Confiemos en que, en última instancia, la razón publica pueda apaciguar las pasiones e impedir el retorno del arbitraje forzoso del poder militar. Ya sabemos a qué conduce esta intromisión provocada por el desborde de las facciones.

El escenario de las pasiones sin frenos institucionales no se aclimató en la otra orilla del gran estuario. Salvo prueba en contrario, Uruguay es hoy la gran excepción en América del Sur. Es cierto que, como nosotros, tuvo que atravesar la prueba de la dictadura; también es cierto que, luego de una transición entre el poder militar y el poder civil encarnado en sólidos partidos, los derrotados de ayer, que sufrieron cárcel y persecución, no llegaron al gobierno con propósito de revancha sino con espíritu de convivencia.

La clave para perfeccionar ese espíritu reside en una de las paradojas de la democracia: un compuesto de atributos contradictorios en virtud del cual la ambición de ganar en comicios honestos (no hay, en efecto, democracia sin ese apetito de poder) es moderada por una ética de la derrota. Gracias a ella los vencidos en dichos comicios dejan el poder sin sobresalto alguno. Inútil combinación, dirán los adictos a la dominación hegemónica que, sin embargo, resalta la deferencia institucional como la contracara del reeleccionismo perpetuo.

Para afianzar esa cultura política es preciso un largo aprendizaje al cual le ha prestado ayuda un sistema de partidos que, en la actualidad, conforman dos coaliciones en busca de apoyo mayoritario.
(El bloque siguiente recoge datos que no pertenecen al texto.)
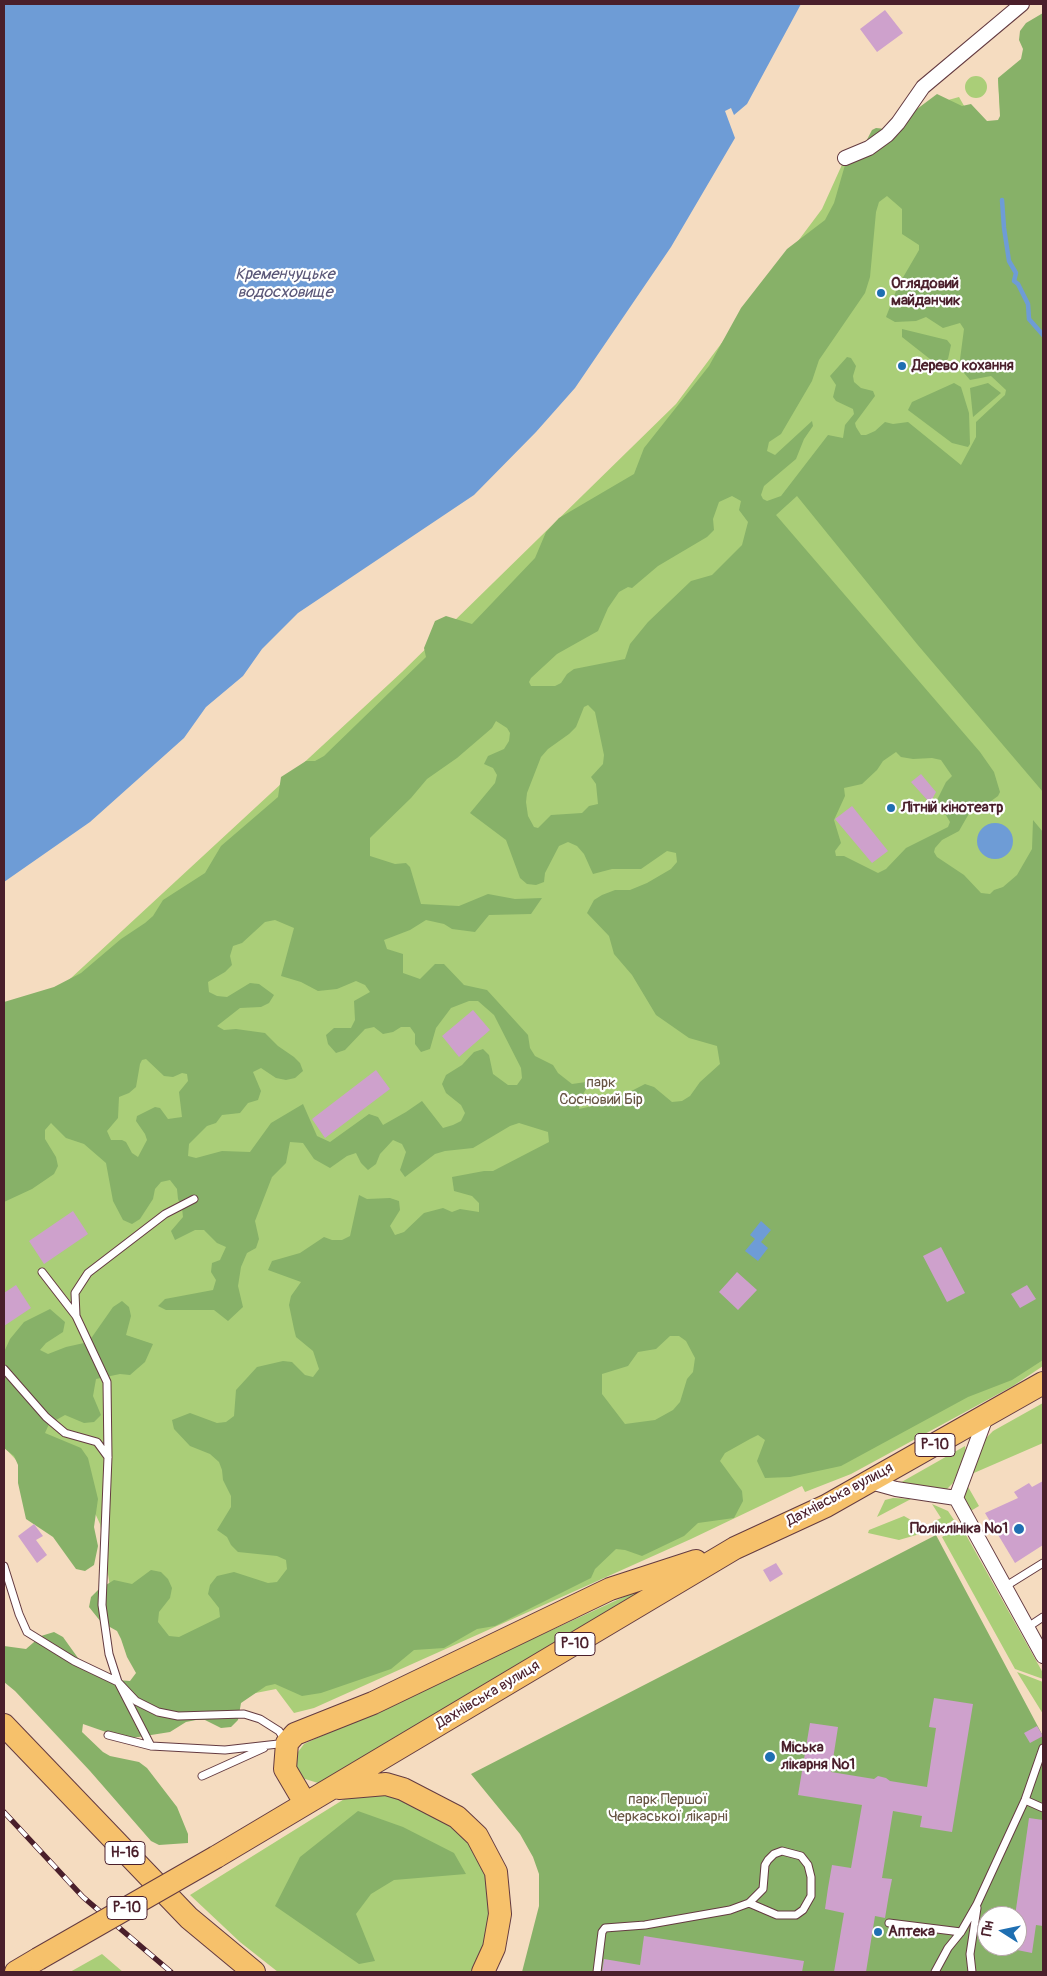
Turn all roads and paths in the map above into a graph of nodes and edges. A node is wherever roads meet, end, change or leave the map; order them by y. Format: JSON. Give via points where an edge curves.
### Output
{"nodes":[{"id":1,"x":1022,"y":4,"type":"edge"},
{"id":2,"x":845,"y":158,"type":"dead end"},
{"id":3,"x":194,"y":1199,"type":"dead end"},
{"id":4,"x":42,"y":1272,"type":"dead end"},
{"id":5,"x":76,"y":1316,"type":"junction"},
{"id":6,"x":4,"y":1369,"type":"edge"},
{"id":7,"x":1043,"y":1383,"type":"edge"},
{"id":8,"x":986,"y":1417,"type":"junction"},
{"id":9,"x":108,"y":1457,"type":"junction"},
{"id":10,"x":867,"y":1481,"type":"junction"},
{"id":11,"x":956,"y":1498,"type":"junction"},
{"id":12,"x":736,"y":1548,"type":"junction"},
{"id":13,"x":1043,"y":1563,"type":"edge"},
{"id":14,"x":4,"y":1566,"type":"edge"},
{"id":15,"x":1006,"y":1586,"type":"junction"},
{"id":16,"x":1043,"y":1617,"type":"edge"},
{"id":17,"x":1028,"y":1627,"type":"junction"},
{"id":18,"x":1043,"y":1656,"type":"edge"},
{"id":19,"x":118,"y":1682,"type":"junction"},
{"id":20,"x":4,"y":1725,"type":"edge"},
{"id":21,"x":108,"y":1735,"type":"dead end"},
{"id":22,"x":280,"y":1744,"type":"junction"},
{"id":23,"x":151,"y":1746,"type":"junction"},
{"id":24,"x":1043,"y":1748,"type":"edge"},
{"id":25,"x":202,"y":1776,"type":"dead end"},
{"id":26,"x":328,"y":1790,"type":"junction"},
{"id":27,"x":1025,"y":1800,"type":"junction"},
{"id":28,"x":305,"y":1803,"type":"junction"},
{"id":29,"x":1043,"y":1808,"type":"edge"},
{"id":30,"x":749,"y":1903,"type":"junction"},
{"id":31,"x":977,"y":1904,"type":"junction"},
{"id":32,"x":889,"y":1923,"type":"dead end"},
{"id":33,"x":961,"y":1932,"type":"junction"},
{"id":34,"x":13,"y":1971,"type":"edge"},
{"id":35,"x":254,"y":1972,"type":"edge"},
{"id":36,"x":483,"y":1972,"type":"edge"},
{"id":37,"x":597,"y":1972,"type":"edge"},
{"id":38,"x":934,"y":1972,"type":"edge"},
{"id":39,"x":972,"y":1972,"type":"edge"}],
"edges":[{"from":1,"to":2,"type":"street","via":[[923,88],[887,135],[869,148]]},
{"from":3,"to":5,"type":"lane","via":[[165,1214],[88,1273],[76,1293]]},
{"from":4,"to":5,"type":"lane"},
{"from":5,"to":9,"type":"lane","via":[[107,1382]]},
{"from":6,"to":9,"type":"lane","via":[[46,1417],[65,1433],[97,1442]]},
{"from":7,"to":8,"type":"main road","name":"Дахнівська вулиця","number":"Р-10"},
{"from":8,"to":10,"type":"main road","name":"Дахнівська вулиця","number":"Р-10"},
{"from":8,"to":11,"type":"street"},
{"from":9,"to":19,"type":"lane","via":[[102,1606],[109,1654]]},
{"from":10,"to":11,"type":"street"},
{"from":10,"to":12,"type":"main road","name":"Дахнівська вулиця","number":"Р-10","via":[[808,1515]]},
{"from":11,"to":15,"type":"street"},
{"from":12,"to":22,"type":"main road","via":[[610,1589],[373,1703],[294,1734]]},
{"from":12,"to":26,"type":"main road","name":"Дахнівська вулиця","number":"Р-10"},
{"from":13,"to":15,"type":"lane"},
{"from":14,"to":19,"type":"lane","via":[[27,1632],[74,1661]]},
{"from":15,"to":17,"type":"street"},
{"from":16,"to":17,"type":"lane"},
{"from":17,"to":18,"type":"street"},
{"from":19,"to":22,"type":"lane","via":[[136,1701],[158,1712],[178,1716],[244,1714],[260,1719],[279,1731]]},
{"from":19,"to":23,"type":"lane"},
{"from":20,"to":35,"type":"main road","number":"Н-16","via":[[189,1918]]},
{"from":21,"to":23,"type":"lane"},
{"from":22,"to":23,"type":"lane","via":[[225,1750]]},
{"from":22,"to":25,"type":"lane"},
{"from":22,"to":28,"type":"main road","via":[[285,1769]]},
{"from":24,"to":27,"type":"lane"},
{"from":26,"to":28,"type":"main road","name":"Дахнівська вулиця","number":"Р-10"},
{"from":26,"to":36,"type":"main road","via":[[369,1784],[403,1789],[457,1817],[477,1836],[496,1872],[499,1904],[497,1934]]},
{"from":27,"to":29,"type":"lane"},
{"from":27,"to":31,"type":"lane"},
{"from":28,"to":34,"type":"main road","name":"Дахнівська вулиця","number":"Р-10","bridge":true},
{"from":30,"to":30,"type":"lane","via":[[763,1889],[766,1865],[774,1854],[782,1851],[795,1853],[808,1865],[810,1896],[803,1910],[796,1915],[777,1915]]},
{"from":30,"to":37,"type":"lane","via":[[730,1910],[645,1925],[605,1928]]},
{"from":31,"to":33,"type":"lane"},
{"from":31,"to":39,"type":"lane","via":[[970,1954]]},
{"from":32,"to":33,"type":"lane"},
{"from":33,"to":38,"type":"lane"}]}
Mas allá de conflictos y controversias estas coaliciones han convergido para desarrollar varias políticas de Estado que atemperan, con una oferta de bienes públicos, las concentraciones de ingreso características de este ciclo de mutación tecnológica y globalización financiera. Esta oferta ha tenido falencias (la inseguridad, la caída de la economía), pero no ha llegado a los extremos de la sociedad chilena, inmersa en una explosión de las expectativas de ascenso y en una rebelión de amplios segmentos de deudores.

Aun frente al aumento exponencial de homicidios, todo parece en Uruguay más calmo ¿Serán estos los beneficios de un pacto macroeconómico atento a la inclusión social en un mundo propicio al crecimiento de las desigualdades? Daría la impresión de que este es el gran desafío de las democracias en el siglo XXI siempre que en ellas se defienda un acuerdo compartido acerca de las reglas de sucesión. De ese acuerdo fundamental se desprenden acuerdos posteriores de políticas publicas. Sin esa plataforma esos acuerdos sucumben y se los traga la inestabilidad.

Confiemos en que, de este modo, se cuide en tierras orientales el hilo de seda de la legitimidad pues ya sabemos, como decía un viejo historiador, que cuando se rompe esa obra del arte político llegan en su lugar las cadenas de hierro de fraudes, proscripciones, odios recíprocos y, al cabo de tanto daño, la emergencia de nuevos autoritarismos.